_EXERCISE INSTRUCTIONS_
Could you write out all the records once more, exactly?

_RECORDS SUPPLIED_
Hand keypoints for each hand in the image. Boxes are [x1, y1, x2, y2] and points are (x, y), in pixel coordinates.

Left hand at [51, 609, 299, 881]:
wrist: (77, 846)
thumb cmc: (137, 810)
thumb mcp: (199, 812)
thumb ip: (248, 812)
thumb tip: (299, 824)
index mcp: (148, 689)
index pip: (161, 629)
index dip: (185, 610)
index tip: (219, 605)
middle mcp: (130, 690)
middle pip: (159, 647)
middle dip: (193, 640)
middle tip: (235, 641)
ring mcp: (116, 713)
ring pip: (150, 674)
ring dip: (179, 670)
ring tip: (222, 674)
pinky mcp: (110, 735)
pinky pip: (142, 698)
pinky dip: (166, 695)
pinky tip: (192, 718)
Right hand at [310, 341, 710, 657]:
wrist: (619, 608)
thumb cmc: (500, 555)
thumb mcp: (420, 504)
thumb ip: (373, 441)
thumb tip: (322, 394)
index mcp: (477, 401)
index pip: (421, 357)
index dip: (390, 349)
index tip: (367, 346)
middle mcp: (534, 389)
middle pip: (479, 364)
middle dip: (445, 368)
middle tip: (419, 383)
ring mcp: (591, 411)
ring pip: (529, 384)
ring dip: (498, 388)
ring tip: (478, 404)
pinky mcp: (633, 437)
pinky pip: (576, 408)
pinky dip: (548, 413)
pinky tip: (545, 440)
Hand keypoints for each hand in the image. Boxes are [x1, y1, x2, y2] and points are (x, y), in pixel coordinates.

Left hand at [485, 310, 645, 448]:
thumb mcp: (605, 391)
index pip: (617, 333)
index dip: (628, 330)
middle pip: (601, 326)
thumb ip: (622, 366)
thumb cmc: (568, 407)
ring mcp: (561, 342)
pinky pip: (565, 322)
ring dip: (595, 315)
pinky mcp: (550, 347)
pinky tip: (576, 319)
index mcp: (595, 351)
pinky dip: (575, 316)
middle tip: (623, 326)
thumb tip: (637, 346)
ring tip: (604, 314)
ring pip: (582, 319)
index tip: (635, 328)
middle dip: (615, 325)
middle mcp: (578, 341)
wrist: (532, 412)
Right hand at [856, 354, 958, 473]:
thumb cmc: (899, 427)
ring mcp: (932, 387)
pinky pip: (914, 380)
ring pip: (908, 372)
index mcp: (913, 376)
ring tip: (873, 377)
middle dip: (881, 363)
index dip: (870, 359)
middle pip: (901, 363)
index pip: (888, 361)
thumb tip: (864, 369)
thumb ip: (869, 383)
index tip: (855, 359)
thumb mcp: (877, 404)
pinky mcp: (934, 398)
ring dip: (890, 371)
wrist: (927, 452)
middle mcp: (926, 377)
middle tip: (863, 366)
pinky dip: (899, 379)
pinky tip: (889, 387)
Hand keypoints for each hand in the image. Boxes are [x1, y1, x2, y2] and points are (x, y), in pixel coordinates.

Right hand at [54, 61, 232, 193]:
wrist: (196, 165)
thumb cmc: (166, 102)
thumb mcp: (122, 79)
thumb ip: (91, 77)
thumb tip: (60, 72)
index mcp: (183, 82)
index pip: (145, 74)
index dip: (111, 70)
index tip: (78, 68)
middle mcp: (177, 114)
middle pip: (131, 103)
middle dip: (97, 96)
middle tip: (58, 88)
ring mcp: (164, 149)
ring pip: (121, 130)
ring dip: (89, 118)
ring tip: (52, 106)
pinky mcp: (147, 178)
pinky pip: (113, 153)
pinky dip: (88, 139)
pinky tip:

_EXPECTED ANSWER_
Hand keypoints for each hand in the image. Boxes are [x1, y1, x2, y2] and points are (x, y), in pixel coordinates.

Left hand at [51, 609, 299, 881]:
wrist: (77, 846)
thumb cmc: (137, 810)
thumb mcp: (199, 812)
thumb ip: (248, 812)
thumb tip: (299, 824)
index mcp: (148, 689)
index pip: (161, 629)
index dip: (185, 610)
index tip: (219, 605)
middle mcp: (130, 690)
middle pip: (159, 647)
middle dip: (193, 640)
middle tip: (235, 641)
ring mcp: (116, 713)
ring pip: (150, 674)
ring dip: (179, 670)
ring tip: (222, 674)
pinky mcp: (110, 735)
pinky pip: (142, 698)
pinky dip: (166, 695)
pinky tip: (192, 718)
Right hand at [310, 341, 710, 657]:
wrist: (619, 608)
thumb cmc: (500, 555)
thumb mcp: (420, 504)
thumb ip: (373, 441)
thumb tip: (322, 394)
index mcp: (477, 401)
index pip: (421, 357)
index dip: (390, 349)
index tip: (367, 346)
middle mcp: (534, 389)
middle pip: (479, 364)
middle dip: (445, 368)
middle tip: (419, 383)
ring mcp: (591, 411)
ring pip: (529, 384)
ring dip: (498, 388)
ring tip: (478, 404)
pinky mcp: (633, 437)
pinky pip: (576, 408)
pinky dip: (548, 413)
pinky tip: (545, 440)
Hand keypoints for each hand in the image. Boxes are [x1, y1, x2, y2] and points are (x, y), in pixel coordinates.

Left hand at [485, 310, 645, 448]:
thumb mcp: (605, 391)
index pip: (617, 333)
index dip: (628, 330)
middle pip: (601, 326)
thumb ip: (622, 366)
thumb cmc: (568, 407)
ring mcp: (561, 342)
pinky pip: (565, 322)
ring dip: (595, 315)
pinky mcp: (550, 347)
pinky tip: (576, 319)
index mcp: (595, 351)
pinky dip: (575, 316)
middle tip: (623, 326)
thumb tip: (637, 346)
ring tip: (604, 314)
ring pip: (582, 319)
index tip: (635, 328)
middle dip: (615, 325)
middle mcp: (578, 341)
wrist: (532, 412)
Right hand at [856, 354, 958, 473]:
thumb cmc: (899, 427)
ring mcp: (932, 387)
pinky pip: (914, 380)
ring pip: (908, 372)
index mcp: (913, 376)
ring tip: (873, 377)
middle dip: (881, 363)
index dip: (870, 359)
middle pip: (901, 363)
index pip: (888, 361)
thumb tip: (864, 369)
thumb ip: (869, 383)
index tip: (855, 359)
thumb mcp: (877, 404)
pinky mcp: (934, 398)
ring dip: (890, 371)
wrist: (927, 452)
middle mcp: (926, 377)
middle tip: (863, 366)
pinky dip: (899, 379)
pinky tip: (889, 387)
Hand keypoints for each hand in the image. Boxes are [x1, y1, x2, y2] and points are (x, y), in pixel coordinates.

Right hand at [54, 61, 232, 193]:
wrist: (196, 165)
thumb cmc: (166, 102)
thumb mcp: (122, 79)
thumb ip: (91, 77)
thumb tip: (60, 72)
index mcp: (183, 82)
index pip: (145, 74)
index dip: (111, 70)
index tip: (78, 68)
middle mcp: (177, 114)
middle pip: (131, 103)
middle dip: (97, 96)
middle tip: (58, 88)
ring mcp: (164, 149)
ring pip: (121, 130)
ring dip: (89, 118)
ring tip: (52, 106)
pinky mcp: (147, 178)
pinky pip: (113, 153)
pinky dip: (88, 139)
pinky tip:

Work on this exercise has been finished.